Isso pode finalmente explicar a marca escura nas fotografias e os danos na antepara. O experimento coincide perfeitamente com o depoimento do foguista dado em 1912: “o fundo do compartimento estanque foi amassado para dentro, e a outra parte amassada para a frente”, o que foi precisamente descrito pelo cientista. 
 
“Então se você tem um acúmulo gradual de água, a pressão sobre o aço é alta o bastante para causar uma rachadura, então a fragilidade do aço faz com que a rachadura aumente de forma catastrófica”. Dr. Martin Strangwood

Conclusão
Essa nova teoria reescreve totalmente a história de como o Titanic afundou. Molony acredita que o defeito na antepara formado pelo fogo foi primordial para determinar o naufrágio do navio e as inúmeras mortes, além de que os botes foram reduzidos por conta delas.
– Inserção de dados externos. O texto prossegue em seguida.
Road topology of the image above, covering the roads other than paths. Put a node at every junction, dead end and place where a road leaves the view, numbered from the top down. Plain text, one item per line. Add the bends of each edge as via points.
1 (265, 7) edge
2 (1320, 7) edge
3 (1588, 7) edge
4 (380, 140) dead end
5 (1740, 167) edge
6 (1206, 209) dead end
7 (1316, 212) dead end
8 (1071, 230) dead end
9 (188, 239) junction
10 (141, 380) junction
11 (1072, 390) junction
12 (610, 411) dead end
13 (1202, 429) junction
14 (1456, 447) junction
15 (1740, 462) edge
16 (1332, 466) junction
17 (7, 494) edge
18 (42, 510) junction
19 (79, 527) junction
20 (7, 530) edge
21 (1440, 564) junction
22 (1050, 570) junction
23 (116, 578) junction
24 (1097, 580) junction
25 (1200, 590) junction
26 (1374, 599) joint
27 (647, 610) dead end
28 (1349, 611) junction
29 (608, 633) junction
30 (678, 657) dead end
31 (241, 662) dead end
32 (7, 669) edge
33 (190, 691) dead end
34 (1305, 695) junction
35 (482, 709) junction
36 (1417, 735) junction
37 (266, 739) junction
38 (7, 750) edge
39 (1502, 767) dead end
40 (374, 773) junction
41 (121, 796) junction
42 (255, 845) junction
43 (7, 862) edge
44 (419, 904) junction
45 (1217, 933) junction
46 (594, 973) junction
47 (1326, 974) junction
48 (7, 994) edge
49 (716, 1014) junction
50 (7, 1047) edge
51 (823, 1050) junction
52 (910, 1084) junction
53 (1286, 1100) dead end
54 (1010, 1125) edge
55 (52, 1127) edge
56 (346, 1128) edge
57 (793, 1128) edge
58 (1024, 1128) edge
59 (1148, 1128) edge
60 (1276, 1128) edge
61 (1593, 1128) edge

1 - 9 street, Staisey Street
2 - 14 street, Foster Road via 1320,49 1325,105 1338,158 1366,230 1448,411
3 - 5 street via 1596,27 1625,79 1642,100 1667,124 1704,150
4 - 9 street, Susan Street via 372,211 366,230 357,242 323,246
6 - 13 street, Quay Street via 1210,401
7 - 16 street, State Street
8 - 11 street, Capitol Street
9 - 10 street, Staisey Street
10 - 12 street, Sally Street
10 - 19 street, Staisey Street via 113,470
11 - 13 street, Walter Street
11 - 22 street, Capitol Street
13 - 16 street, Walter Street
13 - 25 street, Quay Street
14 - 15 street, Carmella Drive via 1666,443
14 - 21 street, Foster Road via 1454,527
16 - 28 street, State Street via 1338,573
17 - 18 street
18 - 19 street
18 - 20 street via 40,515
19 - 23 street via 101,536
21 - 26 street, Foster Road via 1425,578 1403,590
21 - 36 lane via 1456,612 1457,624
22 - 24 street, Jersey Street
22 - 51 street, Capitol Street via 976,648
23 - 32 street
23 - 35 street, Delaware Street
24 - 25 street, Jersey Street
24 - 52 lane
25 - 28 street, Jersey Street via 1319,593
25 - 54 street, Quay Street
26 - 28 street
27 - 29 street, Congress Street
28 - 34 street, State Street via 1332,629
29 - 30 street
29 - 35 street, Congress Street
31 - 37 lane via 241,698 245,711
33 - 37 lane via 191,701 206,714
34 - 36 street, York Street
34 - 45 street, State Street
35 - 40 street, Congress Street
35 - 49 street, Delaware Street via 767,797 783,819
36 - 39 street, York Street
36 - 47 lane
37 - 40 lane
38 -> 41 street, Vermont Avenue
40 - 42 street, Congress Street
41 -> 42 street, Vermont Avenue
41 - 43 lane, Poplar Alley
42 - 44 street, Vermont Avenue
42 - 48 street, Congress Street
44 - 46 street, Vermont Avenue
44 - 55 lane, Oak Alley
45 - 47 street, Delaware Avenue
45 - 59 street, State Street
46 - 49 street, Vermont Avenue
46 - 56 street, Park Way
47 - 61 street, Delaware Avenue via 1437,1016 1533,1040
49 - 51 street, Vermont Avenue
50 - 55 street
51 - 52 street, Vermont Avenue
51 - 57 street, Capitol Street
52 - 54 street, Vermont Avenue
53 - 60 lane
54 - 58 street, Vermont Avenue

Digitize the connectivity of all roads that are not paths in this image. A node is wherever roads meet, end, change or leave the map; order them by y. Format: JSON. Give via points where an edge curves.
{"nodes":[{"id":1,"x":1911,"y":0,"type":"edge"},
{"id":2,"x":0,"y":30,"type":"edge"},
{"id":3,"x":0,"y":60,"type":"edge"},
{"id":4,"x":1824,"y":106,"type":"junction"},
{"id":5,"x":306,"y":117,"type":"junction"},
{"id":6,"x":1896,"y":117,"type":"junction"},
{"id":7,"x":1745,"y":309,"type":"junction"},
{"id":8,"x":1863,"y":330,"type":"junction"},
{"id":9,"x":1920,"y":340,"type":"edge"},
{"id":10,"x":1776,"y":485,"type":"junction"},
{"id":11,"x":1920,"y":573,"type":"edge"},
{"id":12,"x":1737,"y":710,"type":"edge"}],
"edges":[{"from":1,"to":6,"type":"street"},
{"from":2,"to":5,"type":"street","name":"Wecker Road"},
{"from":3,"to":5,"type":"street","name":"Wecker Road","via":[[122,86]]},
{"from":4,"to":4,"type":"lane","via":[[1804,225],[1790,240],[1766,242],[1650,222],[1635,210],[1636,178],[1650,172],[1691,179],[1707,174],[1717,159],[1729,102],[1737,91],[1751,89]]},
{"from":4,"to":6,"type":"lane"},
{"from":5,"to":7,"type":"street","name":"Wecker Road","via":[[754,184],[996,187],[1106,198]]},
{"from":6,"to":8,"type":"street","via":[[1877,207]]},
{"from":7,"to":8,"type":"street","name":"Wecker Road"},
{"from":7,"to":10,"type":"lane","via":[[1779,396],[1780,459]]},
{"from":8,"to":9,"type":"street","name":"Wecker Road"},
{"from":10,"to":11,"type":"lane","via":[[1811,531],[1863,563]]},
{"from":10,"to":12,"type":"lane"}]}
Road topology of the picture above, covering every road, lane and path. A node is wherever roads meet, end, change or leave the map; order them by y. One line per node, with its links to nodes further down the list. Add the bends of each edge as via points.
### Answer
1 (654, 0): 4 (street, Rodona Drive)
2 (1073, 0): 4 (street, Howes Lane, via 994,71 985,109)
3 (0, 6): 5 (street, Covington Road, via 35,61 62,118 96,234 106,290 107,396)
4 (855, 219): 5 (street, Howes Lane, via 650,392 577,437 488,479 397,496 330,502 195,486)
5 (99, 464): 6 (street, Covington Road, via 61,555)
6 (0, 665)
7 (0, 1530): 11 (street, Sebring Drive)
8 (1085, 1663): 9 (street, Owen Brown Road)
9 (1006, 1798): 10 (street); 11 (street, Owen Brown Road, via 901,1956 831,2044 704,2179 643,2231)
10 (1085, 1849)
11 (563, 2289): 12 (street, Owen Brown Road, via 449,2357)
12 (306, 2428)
Caso as anteparas tivessem resistido, o navio poderia ter flutuado por tempo suficiente para a chegada do resgate. 
 
A importância do incêndio no naufrágio foi mantida em segredo mesmo depois de todas as provas relatadas no inquérito da época. Senan conclui seu trabalho acreditando que o motivo foi que Bruce Ismay, presidente da White Star Line - que sobreviveu ao entrar em um bote salva-vidas - escondeu a verdade. Anteriormente a empresa negou que algum bombeiro tivesse sobrevivido ao acidente, entretanto, 57 sobreviveram, incluindo Fred Barrett. O fato foi desconsiderado pelo juiz Lorde Mersey do tribunal britânico - que possuía envolvimento com Ismay e a indústria naval - que considerou o caso como um acidente inevitável causado pelo excesso de velocidade. Após 105 anos (2017), Senan Molony revelou uma nova e intrigante teoria.